=== WHAT TO WORK ON ===
Below are records; work out how many of their lines contain "main" and give only that number.

=== SOURCE MATERIAL ===
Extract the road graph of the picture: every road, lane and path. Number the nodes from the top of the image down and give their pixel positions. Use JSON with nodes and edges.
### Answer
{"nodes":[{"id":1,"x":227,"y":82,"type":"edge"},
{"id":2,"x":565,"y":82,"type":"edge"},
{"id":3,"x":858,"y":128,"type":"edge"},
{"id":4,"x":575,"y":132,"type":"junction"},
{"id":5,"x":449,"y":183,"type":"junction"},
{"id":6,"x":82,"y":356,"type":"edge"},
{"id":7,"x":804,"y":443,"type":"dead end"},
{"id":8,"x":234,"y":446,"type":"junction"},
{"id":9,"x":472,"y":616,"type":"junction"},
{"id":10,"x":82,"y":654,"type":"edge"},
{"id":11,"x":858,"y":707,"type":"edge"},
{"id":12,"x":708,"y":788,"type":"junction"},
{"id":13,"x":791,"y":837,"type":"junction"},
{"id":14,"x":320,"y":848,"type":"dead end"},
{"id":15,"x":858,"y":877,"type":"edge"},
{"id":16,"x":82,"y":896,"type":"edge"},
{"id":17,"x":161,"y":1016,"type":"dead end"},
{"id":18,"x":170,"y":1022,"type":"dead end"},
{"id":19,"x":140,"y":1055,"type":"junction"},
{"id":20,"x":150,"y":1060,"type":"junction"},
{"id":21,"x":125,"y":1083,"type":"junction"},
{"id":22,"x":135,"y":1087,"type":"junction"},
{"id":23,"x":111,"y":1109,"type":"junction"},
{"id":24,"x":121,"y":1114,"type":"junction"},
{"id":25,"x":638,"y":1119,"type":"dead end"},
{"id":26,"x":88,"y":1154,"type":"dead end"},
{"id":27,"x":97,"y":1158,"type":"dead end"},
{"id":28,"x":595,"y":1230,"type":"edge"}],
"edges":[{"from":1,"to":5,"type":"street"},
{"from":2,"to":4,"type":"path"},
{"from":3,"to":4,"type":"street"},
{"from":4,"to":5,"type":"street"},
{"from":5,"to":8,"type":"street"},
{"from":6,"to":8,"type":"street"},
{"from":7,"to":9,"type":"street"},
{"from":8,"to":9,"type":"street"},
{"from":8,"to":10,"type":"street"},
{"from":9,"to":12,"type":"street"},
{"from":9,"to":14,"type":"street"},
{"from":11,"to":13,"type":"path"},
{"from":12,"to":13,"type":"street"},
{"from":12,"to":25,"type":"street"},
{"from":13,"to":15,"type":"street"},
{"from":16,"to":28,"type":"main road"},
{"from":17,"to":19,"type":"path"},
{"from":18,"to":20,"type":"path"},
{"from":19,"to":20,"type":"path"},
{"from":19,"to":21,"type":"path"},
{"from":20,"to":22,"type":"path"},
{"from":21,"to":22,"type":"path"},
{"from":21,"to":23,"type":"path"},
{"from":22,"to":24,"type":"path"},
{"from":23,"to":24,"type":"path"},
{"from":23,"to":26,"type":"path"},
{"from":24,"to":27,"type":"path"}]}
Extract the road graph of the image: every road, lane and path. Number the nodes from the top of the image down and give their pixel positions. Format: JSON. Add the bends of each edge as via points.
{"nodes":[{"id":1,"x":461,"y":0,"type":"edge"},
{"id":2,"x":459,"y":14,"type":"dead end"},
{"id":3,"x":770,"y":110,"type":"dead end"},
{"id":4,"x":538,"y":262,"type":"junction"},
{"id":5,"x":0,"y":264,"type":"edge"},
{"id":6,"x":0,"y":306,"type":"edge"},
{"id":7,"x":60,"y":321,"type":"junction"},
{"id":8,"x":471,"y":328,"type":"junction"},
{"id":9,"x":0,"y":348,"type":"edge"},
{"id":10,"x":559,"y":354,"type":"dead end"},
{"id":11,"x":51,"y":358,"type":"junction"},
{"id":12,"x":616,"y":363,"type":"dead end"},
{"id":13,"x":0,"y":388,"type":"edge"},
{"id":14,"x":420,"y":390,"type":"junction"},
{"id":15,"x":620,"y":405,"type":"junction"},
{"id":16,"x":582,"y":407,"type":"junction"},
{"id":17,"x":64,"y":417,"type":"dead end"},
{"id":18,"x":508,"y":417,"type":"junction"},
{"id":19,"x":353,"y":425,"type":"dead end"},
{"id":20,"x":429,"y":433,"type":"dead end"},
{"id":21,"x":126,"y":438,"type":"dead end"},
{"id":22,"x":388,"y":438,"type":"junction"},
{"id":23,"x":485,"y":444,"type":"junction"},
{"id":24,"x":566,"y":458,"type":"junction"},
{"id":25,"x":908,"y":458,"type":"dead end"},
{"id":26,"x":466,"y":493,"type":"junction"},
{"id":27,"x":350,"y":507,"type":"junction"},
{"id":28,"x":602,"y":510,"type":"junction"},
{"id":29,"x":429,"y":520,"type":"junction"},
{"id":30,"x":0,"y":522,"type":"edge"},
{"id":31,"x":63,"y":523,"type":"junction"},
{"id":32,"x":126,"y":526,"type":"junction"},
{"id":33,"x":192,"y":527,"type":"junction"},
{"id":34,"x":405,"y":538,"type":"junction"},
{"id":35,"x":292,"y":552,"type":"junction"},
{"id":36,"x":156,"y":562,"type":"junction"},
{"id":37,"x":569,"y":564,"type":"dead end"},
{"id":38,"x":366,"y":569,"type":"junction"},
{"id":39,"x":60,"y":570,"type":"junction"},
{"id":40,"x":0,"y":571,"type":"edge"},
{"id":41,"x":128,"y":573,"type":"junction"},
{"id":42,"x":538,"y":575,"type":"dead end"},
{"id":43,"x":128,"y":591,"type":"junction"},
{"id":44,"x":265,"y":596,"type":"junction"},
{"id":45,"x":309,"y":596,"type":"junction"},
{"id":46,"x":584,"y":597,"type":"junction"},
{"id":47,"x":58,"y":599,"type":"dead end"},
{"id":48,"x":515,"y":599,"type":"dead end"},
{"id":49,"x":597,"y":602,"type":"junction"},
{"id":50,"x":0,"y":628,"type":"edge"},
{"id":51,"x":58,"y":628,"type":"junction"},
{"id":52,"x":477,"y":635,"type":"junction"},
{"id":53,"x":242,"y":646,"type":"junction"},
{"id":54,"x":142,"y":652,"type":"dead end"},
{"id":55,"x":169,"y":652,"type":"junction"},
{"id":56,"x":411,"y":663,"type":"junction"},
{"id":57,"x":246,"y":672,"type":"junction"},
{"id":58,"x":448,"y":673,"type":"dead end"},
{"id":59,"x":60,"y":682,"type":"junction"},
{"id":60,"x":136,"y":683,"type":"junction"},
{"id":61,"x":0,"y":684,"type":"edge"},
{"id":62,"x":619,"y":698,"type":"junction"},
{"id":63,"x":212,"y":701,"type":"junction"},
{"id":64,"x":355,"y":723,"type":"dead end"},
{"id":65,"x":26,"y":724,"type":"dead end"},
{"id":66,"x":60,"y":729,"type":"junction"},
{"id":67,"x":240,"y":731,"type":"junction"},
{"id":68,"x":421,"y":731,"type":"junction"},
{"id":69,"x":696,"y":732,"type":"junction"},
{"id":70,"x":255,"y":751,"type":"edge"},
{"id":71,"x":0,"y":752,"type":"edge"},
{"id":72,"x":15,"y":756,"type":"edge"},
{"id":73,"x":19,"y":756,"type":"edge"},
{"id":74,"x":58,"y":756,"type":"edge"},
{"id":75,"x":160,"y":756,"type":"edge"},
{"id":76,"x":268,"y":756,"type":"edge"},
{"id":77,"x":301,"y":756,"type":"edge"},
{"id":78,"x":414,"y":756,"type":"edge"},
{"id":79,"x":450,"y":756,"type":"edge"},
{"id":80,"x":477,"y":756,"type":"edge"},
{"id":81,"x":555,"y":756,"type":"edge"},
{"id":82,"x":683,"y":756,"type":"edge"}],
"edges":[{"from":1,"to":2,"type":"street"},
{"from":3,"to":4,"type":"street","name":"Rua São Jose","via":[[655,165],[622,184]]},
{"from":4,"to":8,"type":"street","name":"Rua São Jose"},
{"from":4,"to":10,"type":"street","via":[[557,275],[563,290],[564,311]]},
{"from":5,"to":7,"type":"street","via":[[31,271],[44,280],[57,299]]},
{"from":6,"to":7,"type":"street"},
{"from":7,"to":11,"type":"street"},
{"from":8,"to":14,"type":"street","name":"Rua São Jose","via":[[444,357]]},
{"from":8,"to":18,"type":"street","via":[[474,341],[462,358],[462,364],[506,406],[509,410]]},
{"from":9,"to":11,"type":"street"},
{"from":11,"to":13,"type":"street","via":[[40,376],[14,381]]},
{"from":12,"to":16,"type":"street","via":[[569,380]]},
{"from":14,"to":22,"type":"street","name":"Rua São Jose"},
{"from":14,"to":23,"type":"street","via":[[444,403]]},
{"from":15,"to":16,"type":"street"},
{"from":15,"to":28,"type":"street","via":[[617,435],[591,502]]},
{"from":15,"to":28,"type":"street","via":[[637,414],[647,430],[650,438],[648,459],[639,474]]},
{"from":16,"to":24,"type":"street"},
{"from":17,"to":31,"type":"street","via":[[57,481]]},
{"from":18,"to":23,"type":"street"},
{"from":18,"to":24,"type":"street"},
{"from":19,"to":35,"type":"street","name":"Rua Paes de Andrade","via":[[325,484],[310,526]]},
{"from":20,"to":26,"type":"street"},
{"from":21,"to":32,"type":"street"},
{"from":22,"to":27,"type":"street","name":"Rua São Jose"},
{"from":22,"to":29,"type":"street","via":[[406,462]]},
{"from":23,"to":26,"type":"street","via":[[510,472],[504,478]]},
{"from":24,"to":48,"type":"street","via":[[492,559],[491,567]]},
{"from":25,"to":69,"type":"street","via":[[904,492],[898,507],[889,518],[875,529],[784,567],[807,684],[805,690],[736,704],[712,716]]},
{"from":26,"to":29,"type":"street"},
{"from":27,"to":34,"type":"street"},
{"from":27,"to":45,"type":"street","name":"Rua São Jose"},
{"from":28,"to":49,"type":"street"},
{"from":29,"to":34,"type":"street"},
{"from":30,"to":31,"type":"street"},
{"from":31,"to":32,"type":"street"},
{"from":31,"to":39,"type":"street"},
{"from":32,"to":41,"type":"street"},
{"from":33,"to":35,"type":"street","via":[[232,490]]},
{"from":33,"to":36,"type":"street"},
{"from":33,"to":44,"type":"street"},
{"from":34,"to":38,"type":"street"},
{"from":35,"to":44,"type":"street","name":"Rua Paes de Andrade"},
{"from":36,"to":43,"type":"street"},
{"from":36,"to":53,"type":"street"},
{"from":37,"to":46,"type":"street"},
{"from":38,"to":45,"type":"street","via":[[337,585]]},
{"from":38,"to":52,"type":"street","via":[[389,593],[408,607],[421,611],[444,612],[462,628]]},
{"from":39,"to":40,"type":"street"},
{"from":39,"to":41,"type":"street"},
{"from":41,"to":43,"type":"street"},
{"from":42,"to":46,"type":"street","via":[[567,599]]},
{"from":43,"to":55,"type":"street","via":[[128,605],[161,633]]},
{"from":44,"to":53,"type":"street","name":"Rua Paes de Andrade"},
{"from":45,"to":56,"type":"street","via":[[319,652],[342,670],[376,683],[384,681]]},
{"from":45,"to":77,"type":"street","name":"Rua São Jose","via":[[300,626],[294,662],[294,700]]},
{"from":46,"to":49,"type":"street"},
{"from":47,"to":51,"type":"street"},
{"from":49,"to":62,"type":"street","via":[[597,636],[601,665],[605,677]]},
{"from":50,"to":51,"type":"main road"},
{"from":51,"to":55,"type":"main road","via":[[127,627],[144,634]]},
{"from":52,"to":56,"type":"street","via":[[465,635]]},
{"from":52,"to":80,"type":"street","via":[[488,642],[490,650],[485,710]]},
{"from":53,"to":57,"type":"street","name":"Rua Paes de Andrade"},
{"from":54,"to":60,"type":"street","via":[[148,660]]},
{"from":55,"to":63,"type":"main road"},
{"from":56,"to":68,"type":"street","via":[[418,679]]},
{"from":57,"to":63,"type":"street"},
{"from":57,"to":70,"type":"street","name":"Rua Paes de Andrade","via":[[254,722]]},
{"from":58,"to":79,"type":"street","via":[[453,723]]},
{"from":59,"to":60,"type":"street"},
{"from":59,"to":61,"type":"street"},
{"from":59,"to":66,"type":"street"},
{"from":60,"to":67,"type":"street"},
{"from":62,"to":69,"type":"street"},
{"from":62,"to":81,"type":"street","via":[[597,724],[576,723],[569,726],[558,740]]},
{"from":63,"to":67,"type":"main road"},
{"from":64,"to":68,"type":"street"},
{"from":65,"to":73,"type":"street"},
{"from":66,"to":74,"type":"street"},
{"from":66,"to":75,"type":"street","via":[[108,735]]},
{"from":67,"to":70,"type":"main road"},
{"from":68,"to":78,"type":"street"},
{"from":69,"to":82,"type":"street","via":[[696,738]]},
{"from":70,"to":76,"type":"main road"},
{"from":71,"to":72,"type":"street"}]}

=== SOLUTION FOR THIS PROBLEM ===
7